→ ABOUT THIS EXERCISE:
Where does the string "Chirunga" appear in the records? Copy every line that contains it.

- Opening Delimiter -

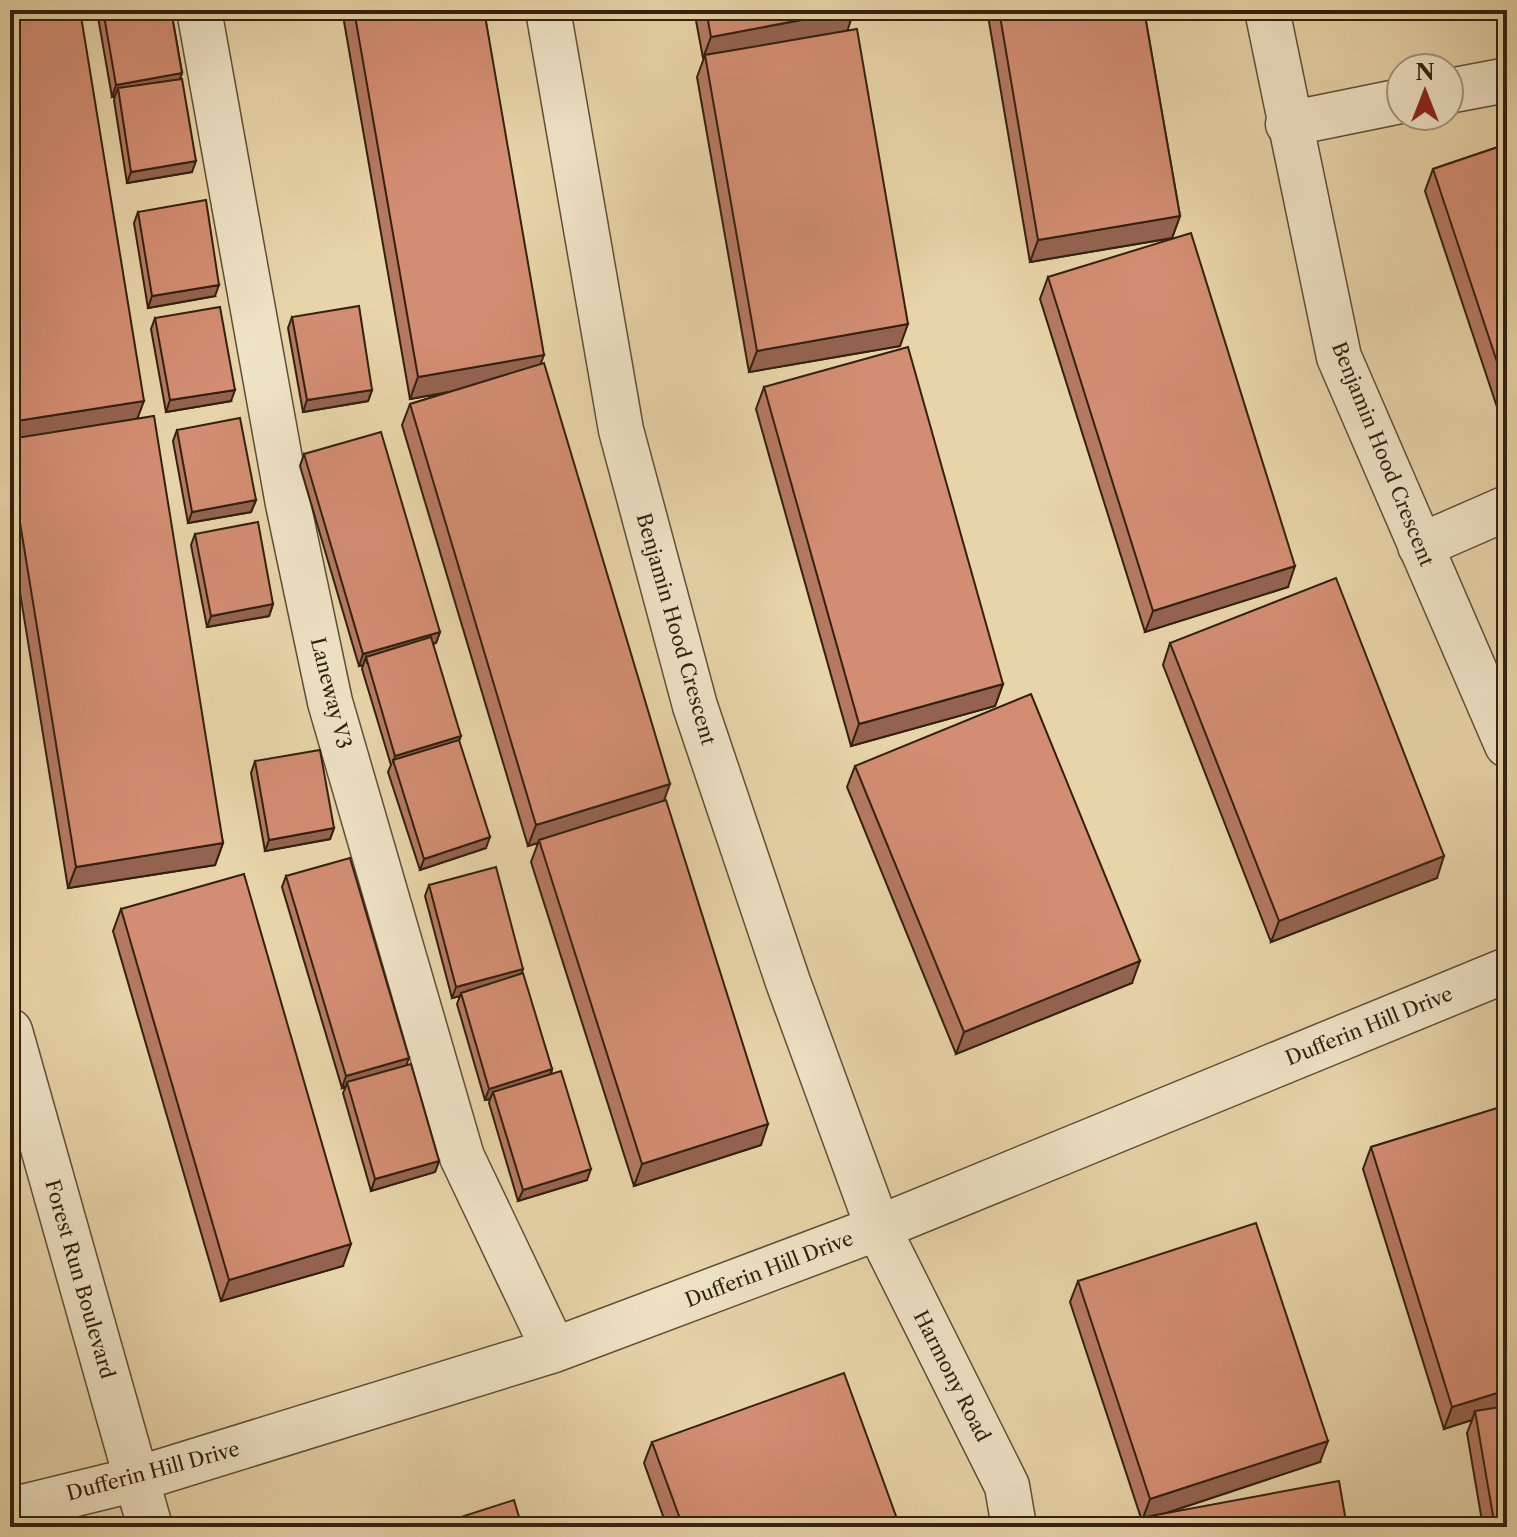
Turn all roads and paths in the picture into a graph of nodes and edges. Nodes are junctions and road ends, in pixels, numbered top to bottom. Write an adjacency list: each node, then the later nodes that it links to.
1 (199, 10): 14 (street, Laneway V3)
2 (548, 10): 13 (street, Benjamin Hood Crescent)
3 (1267, 10): 7 (street, Benjamin Hood Crescent)
4 (1507, 80): 5 (street)
5 (1465, 88)
6 (1385, 104): 7 (street)
7 (1288, 124): 9 (street, Benjamin Hood Crescent)
8 (1507, 508): 9 (street)
9 (1420, 546): 10 (street, Benjamin Hood Crescent)
10 (1507, 745)
11 (1507, 970): 13 (street, Dufferin Hill Drive)
12 (10, 1031): 15 (street, Forest Run Boulevard)
13 (878, 1228): 14 (street, Dufferin Hill Drive); 18 (street, Harmony Road)
14 (554, 1350): 15 (street, Dufferin Hill Drive)
15 (137, 1479): 16 (street, Dufferin Hill Drive); 17 (street, Forest Run Boulevard)
16 (10, 1510)
17 (150, 1527)
18 (1014, 1527)

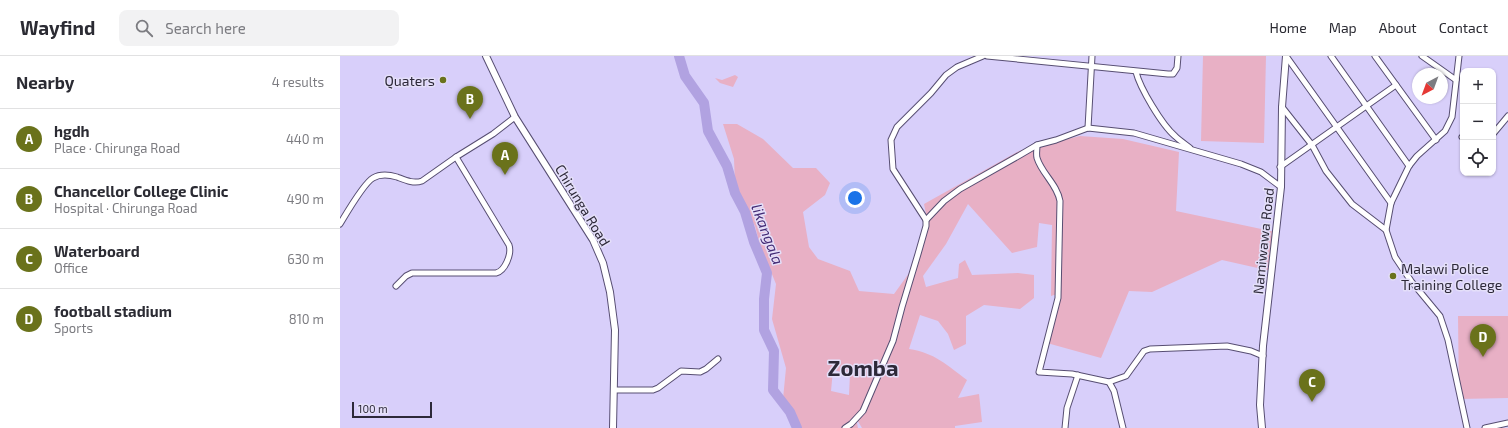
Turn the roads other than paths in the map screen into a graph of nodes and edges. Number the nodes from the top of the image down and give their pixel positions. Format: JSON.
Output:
{"nodes":[{"id":1,"x":486,"y":56,"type":"edge"},
{"id":2,"x":983,"y":56,"type":"edge"},
{"id":3,"x":987,"y":56,"type":"edge"},
{"id":4,"x":1092,"y":56,"type":"edge"},
{"id":5,"x":1178,"y":56,"type":"edge"},
{"id":6,"x":1286,"y":56,"type":"edge"},
{"id":7,"x":1331,"y":56,"type":"edge"},
{"id":8,"x":1375,"y":56,"type":"edge"},
{"id":9,"x":1422,"y":56,"type":"edge"},
{"id":10,"x":1459,"y":56,"type":"edge"},
{"id":11,"x":1092,"y":67,"type":"junction"},
{"id":12,"x":1136,"y":72,"type":"junction"},
{"id":13,"x":1456,"y":80,"type":"junction"},
{"id":14,"x":1396,"y":85,"type":"junction"},
{"id":15,"x":1367,"y":106,"type":"junction"},
{"id":16,"x":1282,"y":107,"type":"junction"},
{"id":17,"x":1508,"y":116,"type":"edge"},
{"id":18,"x":515,"y":117,"type":"junction"},
{"id":19,"x":1337,"y":127,"type":"junction"},
{"id":20,"x":1088,"y":128,"type":"junction"},
{"id":21,"x":1496,"y":130,"type":"edge"},
{"id":22,"x":1436,"y":140,"type":"junction"},
{"id":23,"x":1037,"y":145,"type":"junction"},
{"id":24,"x":1312,"y":145,"type":"junction"},
{"id":25,"x":1194,"y":151,"type":"junction"},
{"id":26,"x":456,"y":157,"type":"junction"},
{"id":27,"x":1409,"y":166,"type":"junction"},
{"id":28,"x":1280,"y":168,"type":"junction"},
{"id":29,"x":1281,"y":187,"type":"junction"},
{"id":30,"x":1391,"y":203,"type":"junction"},
{"id":31,"x":926,"y":220,"type":"junction"},
{"id":32,"x":340,"y":224,"type":"edge"},
{"id":33,"x":1386,"y":230,"type":"junction"},
{"id":34,"x":396,"y":286,"type":"dead end"},
{"id":35,"x":1263,"y":356,"type":"junction"},
{"id":36,"x":718,"y":359,"type":"dead end"},
{"id":37,"x":1078,"y":376,"type":"junction"},
{"id":38,"x":1109,"y":382,"type":"junction"},
{"id":39,"x":614,"y":390,"type":"junction"},
{"id":40,"x":1508,"y":423,"type":"edge"},
{"id":41,"x":613,"y":428,"type":"edge"},
{"id":42,"x":845,"y":428,"type":"edge"},
{"id":43,"x":1065,"y":428,"type":"edge"},
{"id":44,"x":1124,"y":428,"type":"edge"},
{"id":45,"x":1262,"y":428,"type":"edge"},
{"id":46,"x":1467,"y":428,"type":"edge"},
{"id":47,"x":1486,"y":428,"type":"edge"}],
"edges":[{"from":1,"to":18,"type":"street","name":"Chirunga Road"},
{"from":2,"to":31,"type":"street"},
{"from":3,"to":11,"type":"street"},
{"from":4,"to":11,"type":"street"},
{"from":5,"to":12,"type":"street"},
{"from":6,"to":16,"type":"street","name":"Namiwawa Road"},
{"from":6,"to":19,"type":"street"},
{"from":7,"to":15,"type":"street"},
{"from":8,"to":14,"type":"street"},
{"from":9,"to":13,"type":"street"},
{"from":10,"to":13,"type":"street"},
{"from":11,"to":12,"type":"street"},
{"from":11,"to":20,"type":"street"},
{"from":12,"to":25,"type":"street"},
{"from":13,"to":22,"type":"street"},
{"from":14,"to":15,"type":"street"},
{"from":14,"to":22,"type":"street"},
{"from":15,"to":19,"type":"street"},
{"from":15,"to":27,"type":"street"},
{"from":16,"to":24,"type":"street"},
{"from":16,"to":28,"type":"street","name":"Namiwawa Road"},
{"from":17,"to":21,"type":"street"},
{"from":18,"to":26,"type":"street"},
{"from":18,"to":39,"type":"street","name":"Chirunga Road"},
{"from":19,"to":24,"type":"street"},
{"from":19,"to":30,"type":"street"},
{"from":20,"to":23,"type":"street"},
{"from":20,"to":25,"type":"street"},
{"from":22,"to":27,"type":"street"},
{"from":23,"to":31,"type":"street"},
{"from":23,"to":37,"type":"street"},
{"from":24,"to":28,"type":"street"},
{"from":24,"to":33,"type":"street"},
{"from":25,"to":29,"type":"street"},
{"from":26,"to":32,"type":"street"},
{"from":26,"to":34,"type":"street"},
{"from":27,"to":30,"type":"street"},
{"from":28,"to":29,"type":"street","name":"Namiwawa Road"},
{"from":29,"to":35,"type":"street","name":"Namiwawa Road"},
{"from":30,"to":33,"type":"street"},
{"from":31,"to":42,"type":"street"},
{"from":33,"to":46,"type":"street"},
{"from":35,"to":38,"type":"street"},
{"from":35,"to":45,"type":"street","name":"Namiwawa Road"},
{"from":36,"to":39,"type":"street"},
{"from":37,"to":38,"type":"street"},
{"from":37,"to":43,"type":"street"},
{"from":38,"to":44,"type":"street"},
{"from":39,"to":41,"type":"street","name":"Chirunga Road"},
{"from":40,"to":47,"type":"street"}]}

- Closing Delimiter -

→ THE COMPLETED TASK:
"edges":[{"from":1,"to":18,"type":"street","name":"Chirunga Road"},
{"from":18,"to":39,"type":"street","name":"Chirunga Road"},
{"from":39,"to":41,"type":"street","name":"Chirunga Road"},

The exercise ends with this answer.